Fabrication and optimization of freeze-dried isoniazid-loaded poly-<i>ε</i>-caprolactone nanoparticles

Background Microfluidic nanoprecipitation followed by freeze-drying would yield uniformly sized, stable nanoparticles by preserving their physicochemical property without compromising therapeutic performance. The isoniazid (INH)-loaded poly- ε -caprolactone (PCL) nanoparticles could be developed using a microfluidic technique for the management of tuberculosis. Experimental approach The INH-loaded nanoparticles were fabricated via a microreactor-assisted nanoprecipitation method and optimization using a design of experiments factorial design approach. The resulting INH-PCL nanoformulation was characterized for particle size, polydispersity index (PDI), zeta potential (surface charge), Fourier-transform infrared spectroscopy, differential scanning calorimetry, X-ray diffraction analysis and field emission scanning electron microscope.
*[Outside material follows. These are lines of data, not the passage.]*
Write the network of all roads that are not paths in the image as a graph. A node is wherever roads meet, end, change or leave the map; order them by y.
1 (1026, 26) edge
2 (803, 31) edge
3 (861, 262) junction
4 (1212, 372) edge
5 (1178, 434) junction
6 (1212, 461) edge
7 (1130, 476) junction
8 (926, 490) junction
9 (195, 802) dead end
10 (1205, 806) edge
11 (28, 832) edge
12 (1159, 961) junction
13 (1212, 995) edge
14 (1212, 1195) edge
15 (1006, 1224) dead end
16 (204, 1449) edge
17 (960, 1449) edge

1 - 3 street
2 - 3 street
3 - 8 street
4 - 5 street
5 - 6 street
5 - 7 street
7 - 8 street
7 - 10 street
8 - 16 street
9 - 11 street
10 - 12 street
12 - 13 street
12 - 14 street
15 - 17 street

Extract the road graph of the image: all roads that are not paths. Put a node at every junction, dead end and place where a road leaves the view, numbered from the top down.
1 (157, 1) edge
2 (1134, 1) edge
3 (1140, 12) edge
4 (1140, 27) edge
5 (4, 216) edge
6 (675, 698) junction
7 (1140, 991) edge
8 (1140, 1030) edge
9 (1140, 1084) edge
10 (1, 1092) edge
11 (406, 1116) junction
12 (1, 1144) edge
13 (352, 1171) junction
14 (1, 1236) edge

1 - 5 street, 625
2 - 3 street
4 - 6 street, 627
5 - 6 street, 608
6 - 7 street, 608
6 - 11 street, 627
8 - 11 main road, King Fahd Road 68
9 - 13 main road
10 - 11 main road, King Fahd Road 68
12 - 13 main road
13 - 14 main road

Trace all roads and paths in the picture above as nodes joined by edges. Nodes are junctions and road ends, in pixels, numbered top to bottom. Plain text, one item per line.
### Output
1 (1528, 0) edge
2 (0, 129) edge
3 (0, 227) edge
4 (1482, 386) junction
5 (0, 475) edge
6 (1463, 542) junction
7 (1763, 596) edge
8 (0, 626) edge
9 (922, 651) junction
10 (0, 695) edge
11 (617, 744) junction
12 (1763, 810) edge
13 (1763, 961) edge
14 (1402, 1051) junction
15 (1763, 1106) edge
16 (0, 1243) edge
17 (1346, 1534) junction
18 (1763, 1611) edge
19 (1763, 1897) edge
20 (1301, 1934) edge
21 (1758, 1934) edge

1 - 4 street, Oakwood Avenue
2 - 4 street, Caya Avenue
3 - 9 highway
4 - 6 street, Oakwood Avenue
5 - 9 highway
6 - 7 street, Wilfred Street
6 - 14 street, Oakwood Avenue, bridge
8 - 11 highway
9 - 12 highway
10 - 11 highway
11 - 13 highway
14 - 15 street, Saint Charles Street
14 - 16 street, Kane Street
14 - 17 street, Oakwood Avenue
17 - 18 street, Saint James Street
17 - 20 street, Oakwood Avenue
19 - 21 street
Key results The optimized nanoparticles exhibited an average particle size (248.4 ± 5.372 nm) and high encapsulation efficiency (82.26 ± 4.36 %). Thermal and spectroscopic analyses confirmed the absence of drug-polymer interactions, ensuring formulation integrity; stability studies under accelerated conditions demonstrated negligible changes in particle size, PDI, and zeta potential over the period of 6 months, indicating robust colloidal stability. A scanning electron microscopy study revealed rod-shaped nanoparticles with smooth surfaces. Lyophilization (freeze-drying) enhanced long-term stability, yielding a readily re-dispersible powder (reconstitution index ~1.066). Following diffusion-controlled kinetics, in vitro drug release studies in phosphate buffer saline (pH 7.4) showed sustained drug release (92.45 % cumulative release over 48 h). Conclusion Our results confirm that the INH-loaded PCL nanoformulation combines excellent stability, high drug-loading capacity, and sustained release, key attributes of effective tuberculosis therapy.